Snapshots of Japan – Kyushuu

It’s always a big deal for me when I make it down to a new part of Japan for the first time.  I still have quite a few regions on my bucket list (Hokkaido sticks out like a sore thumb) but Kyushuu was a pretty big omission.  And it can be very cheap to fly there on one of Japan’s discount airlines – much cheaper than the Shinkansen, in fact, though hardly as pleasant.  So I decided to head down there for a few days during my brief summer holidays.  I flew into Fukuoka and back from Nagasaki, but given my time constraints was sadly only able to spend about 24 hours in the former.

This was an interesting trip for me in many ways, among them my first exposure to a capsule hotel (in Nagasaki).  It was overall better than I expected, certainly a great value, and at this point in my life I would take it over a shared hostel dorm any day of the week.  There’s a roulette factor with snorers of course (the second night was brutal), but on the whole there was a feeling of reasonable privacy and not overwhelmingly one of claustrophobia (though I’m not especially sensitive to that).
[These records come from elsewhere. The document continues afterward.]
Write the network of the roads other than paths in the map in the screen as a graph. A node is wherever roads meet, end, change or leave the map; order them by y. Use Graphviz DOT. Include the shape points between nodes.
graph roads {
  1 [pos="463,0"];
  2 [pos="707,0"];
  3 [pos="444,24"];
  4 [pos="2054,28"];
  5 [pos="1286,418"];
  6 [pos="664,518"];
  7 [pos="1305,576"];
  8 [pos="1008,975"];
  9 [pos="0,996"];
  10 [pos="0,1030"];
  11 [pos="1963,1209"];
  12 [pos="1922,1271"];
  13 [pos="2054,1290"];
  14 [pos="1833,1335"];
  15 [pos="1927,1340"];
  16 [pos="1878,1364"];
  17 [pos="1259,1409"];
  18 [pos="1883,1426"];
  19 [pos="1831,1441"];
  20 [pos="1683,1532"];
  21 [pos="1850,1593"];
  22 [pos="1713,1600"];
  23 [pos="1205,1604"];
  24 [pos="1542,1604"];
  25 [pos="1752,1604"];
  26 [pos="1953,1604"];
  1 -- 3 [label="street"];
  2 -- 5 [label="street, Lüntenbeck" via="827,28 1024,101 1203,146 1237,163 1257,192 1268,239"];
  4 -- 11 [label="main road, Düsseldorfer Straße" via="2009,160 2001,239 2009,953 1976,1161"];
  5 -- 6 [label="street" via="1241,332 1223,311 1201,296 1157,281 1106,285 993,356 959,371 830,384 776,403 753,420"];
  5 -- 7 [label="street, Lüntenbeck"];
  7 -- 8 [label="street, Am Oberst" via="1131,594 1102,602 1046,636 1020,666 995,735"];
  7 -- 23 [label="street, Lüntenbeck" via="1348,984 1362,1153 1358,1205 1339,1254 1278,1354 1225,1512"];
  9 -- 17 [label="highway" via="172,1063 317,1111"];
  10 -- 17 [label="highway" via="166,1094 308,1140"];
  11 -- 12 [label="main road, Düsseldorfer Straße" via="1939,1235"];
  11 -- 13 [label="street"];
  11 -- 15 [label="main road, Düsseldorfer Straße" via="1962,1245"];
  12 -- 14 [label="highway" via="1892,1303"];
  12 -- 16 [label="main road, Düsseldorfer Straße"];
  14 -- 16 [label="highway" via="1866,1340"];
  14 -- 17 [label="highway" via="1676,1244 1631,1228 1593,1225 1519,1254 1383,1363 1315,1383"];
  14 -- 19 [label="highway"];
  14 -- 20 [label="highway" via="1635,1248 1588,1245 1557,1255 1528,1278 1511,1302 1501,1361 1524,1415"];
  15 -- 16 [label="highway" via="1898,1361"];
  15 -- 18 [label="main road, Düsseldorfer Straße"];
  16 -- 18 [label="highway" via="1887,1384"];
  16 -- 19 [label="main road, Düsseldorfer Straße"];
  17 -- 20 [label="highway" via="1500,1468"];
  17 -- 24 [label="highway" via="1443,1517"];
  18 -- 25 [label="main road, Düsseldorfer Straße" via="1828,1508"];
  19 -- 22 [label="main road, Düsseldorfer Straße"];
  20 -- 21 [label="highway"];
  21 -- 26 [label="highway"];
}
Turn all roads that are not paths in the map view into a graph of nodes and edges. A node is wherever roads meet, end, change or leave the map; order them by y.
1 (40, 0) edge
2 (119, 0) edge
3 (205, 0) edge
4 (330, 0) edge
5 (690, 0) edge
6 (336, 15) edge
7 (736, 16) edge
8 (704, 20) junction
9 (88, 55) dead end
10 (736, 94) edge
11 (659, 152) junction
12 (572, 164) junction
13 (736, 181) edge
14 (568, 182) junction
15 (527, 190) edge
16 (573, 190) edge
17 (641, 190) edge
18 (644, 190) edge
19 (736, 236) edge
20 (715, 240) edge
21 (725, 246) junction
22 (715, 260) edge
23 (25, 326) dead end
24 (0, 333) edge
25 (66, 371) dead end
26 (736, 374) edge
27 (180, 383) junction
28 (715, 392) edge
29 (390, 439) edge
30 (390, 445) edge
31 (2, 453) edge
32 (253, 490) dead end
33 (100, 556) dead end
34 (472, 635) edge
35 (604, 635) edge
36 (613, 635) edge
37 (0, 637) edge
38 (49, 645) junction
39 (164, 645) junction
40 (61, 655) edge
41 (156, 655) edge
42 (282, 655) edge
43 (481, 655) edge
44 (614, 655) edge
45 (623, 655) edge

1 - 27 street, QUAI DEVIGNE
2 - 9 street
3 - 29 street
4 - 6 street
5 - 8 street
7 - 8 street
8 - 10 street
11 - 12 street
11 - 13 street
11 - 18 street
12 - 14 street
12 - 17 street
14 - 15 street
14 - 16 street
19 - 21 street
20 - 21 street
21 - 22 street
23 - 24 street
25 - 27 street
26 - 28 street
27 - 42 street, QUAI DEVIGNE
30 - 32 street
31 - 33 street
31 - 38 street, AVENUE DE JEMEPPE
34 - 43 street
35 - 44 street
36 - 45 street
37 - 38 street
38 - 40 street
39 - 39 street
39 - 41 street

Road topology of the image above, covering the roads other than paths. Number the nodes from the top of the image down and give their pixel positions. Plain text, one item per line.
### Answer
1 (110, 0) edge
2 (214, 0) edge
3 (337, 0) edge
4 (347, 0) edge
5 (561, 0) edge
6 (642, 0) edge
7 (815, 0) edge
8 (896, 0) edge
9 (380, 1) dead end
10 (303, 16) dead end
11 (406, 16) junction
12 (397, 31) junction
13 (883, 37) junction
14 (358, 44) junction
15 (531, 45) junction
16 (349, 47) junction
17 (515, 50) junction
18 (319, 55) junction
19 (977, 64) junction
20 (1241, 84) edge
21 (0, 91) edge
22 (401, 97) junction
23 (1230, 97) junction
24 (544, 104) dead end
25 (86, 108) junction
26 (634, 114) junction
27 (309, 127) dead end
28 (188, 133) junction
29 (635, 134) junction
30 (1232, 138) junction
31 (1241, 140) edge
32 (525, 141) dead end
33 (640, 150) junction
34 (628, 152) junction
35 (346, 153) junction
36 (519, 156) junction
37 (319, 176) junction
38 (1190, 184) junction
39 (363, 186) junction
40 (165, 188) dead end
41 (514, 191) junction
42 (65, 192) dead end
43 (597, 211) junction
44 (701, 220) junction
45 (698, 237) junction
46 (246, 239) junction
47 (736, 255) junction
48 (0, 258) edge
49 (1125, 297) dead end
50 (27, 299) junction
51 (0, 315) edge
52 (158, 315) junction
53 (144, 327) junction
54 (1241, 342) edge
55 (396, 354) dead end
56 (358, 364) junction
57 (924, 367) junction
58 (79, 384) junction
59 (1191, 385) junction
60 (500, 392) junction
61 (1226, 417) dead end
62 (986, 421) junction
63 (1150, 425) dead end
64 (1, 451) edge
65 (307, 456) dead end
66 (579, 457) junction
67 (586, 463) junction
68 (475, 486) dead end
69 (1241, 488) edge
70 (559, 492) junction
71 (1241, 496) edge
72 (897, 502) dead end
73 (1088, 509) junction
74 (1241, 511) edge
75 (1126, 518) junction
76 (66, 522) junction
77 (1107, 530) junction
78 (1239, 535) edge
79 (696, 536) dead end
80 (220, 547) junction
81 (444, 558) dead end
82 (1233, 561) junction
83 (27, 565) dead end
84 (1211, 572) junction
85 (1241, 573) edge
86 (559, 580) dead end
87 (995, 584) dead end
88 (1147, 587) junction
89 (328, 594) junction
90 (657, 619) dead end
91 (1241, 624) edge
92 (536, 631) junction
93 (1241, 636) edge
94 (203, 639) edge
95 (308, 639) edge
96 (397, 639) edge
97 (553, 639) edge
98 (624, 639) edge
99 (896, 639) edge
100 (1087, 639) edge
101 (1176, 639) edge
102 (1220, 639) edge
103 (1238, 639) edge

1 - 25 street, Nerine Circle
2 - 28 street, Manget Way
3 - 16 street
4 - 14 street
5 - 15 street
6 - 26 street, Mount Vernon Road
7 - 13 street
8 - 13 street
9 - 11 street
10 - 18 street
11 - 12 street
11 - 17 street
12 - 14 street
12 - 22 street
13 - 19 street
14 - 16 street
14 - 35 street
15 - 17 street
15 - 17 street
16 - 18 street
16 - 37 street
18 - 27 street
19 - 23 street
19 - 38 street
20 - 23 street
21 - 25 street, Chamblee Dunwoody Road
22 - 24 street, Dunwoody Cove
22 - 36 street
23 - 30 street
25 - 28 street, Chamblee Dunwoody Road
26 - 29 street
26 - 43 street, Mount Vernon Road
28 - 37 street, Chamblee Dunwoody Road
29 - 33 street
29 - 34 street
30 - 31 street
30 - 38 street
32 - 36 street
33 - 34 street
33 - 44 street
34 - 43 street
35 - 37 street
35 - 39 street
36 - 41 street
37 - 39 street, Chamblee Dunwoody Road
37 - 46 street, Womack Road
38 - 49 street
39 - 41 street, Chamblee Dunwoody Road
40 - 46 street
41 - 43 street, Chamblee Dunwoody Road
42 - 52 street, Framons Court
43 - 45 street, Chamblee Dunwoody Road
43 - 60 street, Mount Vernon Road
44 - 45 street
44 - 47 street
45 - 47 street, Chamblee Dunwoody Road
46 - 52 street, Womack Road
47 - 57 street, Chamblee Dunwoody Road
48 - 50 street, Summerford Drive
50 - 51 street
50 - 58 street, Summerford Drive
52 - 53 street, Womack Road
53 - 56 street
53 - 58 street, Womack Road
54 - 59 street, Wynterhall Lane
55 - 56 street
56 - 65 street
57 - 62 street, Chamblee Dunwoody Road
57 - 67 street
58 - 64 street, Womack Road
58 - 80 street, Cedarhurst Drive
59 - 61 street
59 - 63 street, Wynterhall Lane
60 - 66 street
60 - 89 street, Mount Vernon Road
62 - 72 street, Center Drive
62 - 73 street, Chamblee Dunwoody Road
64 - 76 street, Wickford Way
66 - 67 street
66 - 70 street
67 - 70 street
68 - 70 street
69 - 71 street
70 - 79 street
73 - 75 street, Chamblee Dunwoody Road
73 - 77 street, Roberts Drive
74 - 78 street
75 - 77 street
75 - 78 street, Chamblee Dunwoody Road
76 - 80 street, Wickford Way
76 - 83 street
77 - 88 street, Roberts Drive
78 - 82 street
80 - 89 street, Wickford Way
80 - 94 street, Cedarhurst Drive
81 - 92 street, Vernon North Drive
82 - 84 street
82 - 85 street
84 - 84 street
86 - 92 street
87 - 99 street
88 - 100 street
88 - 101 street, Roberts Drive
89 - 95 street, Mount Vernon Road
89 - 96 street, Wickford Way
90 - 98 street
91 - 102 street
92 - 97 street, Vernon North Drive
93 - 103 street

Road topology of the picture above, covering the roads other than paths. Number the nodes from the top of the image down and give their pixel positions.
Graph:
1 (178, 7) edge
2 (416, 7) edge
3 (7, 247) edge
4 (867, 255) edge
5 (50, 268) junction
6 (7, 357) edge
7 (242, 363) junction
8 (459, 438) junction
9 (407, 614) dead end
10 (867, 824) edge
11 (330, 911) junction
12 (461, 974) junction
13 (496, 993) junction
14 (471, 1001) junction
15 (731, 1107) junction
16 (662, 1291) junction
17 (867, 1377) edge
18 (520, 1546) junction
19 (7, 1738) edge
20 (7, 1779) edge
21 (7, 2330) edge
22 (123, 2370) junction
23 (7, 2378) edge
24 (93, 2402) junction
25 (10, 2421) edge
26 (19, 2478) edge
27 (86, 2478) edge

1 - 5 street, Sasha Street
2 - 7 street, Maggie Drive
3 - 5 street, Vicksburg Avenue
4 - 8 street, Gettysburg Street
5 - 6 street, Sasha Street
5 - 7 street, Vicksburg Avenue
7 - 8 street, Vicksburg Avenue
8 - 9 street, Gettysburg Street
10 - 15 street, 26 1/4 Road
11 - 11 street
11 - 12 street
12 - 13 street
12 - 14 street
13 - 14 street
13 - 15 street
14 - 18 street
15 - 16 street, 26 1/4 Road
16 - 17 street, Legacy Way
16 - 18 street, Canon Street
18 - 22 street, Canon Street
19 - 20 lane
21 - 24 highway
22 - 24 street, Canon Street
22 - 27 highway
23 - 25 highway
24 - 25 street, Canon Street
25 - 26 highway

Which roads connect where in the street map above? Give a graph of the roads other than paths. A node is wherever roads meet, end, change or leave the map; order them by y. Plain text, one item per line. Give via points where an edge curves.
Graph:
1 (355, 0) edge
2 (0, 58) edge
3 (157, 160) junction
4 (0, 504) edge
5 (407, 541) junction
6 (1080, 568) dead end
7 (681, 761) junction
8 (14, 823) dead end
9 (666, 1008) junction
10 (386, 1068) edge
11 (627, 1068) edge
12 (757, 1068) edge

I saw enough of Hakata (Fukuoka) to know I need to go back for more.  I’ve heard very good things about the city as one of Japan’s most liveable, and I can certainly see that.  Like Kobe, it seems neither too big or too small.  There’s an abundance of rivers with attractive walking paths, a bustling modern downtown and a thriving nightlife area.  It’s also the birthplace of Hakata ramen, and after having eaten hundreds of bowls of it all over the world, I couldn’t not commemorate finally having one at the source of the spring.  Hakata is also very close to Dazaifu, one of Japan’s most important historical cities – it was basically the governing capital of southern Japan for many years.

The bulk of my time was spent in Nagasaki and close by, and the city did not disappoint me.  It’s a fascinating place if one is drawn by history – but so much of that history is tragic in nature.  The atomic bomb is the most obvious element there, and the Nagasaki Peace Park and Atomic Bomb Museum are every bit as shattering as you would expect them to be.  But there’s also the matter of Nagasaki’s complicated relationship with foreigners.  It’s always been Japan’s most open city – even at the height of isolation first Portuguese, then Dutch were allowed here (in quarantined districts) and as a result it (like Kobe) feels very international.  That applies to the food, like the weird “Turukku Rice” (supposedly Turkish but not hardly, a melange of Neapolitan spaghetti, tonkatsu and rice) and a twist on the American milkshake with sorbet and condensed milk (delicious).  Nagasaki is perhaps most famous for its overtly Chinese-influenced Champon and Zaru Soba.

But there’s a dark side to all this, exemplified by the treatment of Christians after relations between the missionaries and the Shogunate went south.  Christianity became quite popular in Nagasaki and the Japanese government saw it as a real threat, and cracked down hard.  All this culminated in the crucifixion of 26 Christians (including women and boys) by the government in 1597.  As with the atomic blast of 1945, echoes of this event can be found all across Nagasaki even today, and it seems very much etched into the city’s psyche.

Despite all that darkness, though, Nagasaki is a very upbeat and gregarious town.  It reminds me of my beloved San Francisco in many ways – incredible (and incredibly hilly) natural setting, streetcars clanging away, Chinatown (and a huge Chinese population generally).  It’s also absolutely overrun by cats, who adore its uneven terrain for all the safe retreats it provides them.  Most of these cats are feral in the sense of not having owners, but they seem to have little fear of humans for the most part and many are outright friendly.  Probably the highlight of Nagasaki in terms of attractions was Glover Garden, the collection of Western houses overlooking the bay.  I went for a night visit (only possible in summer) and followed that by a climb to the top of nearby Nabekanmuriyama Park for its incredible night view.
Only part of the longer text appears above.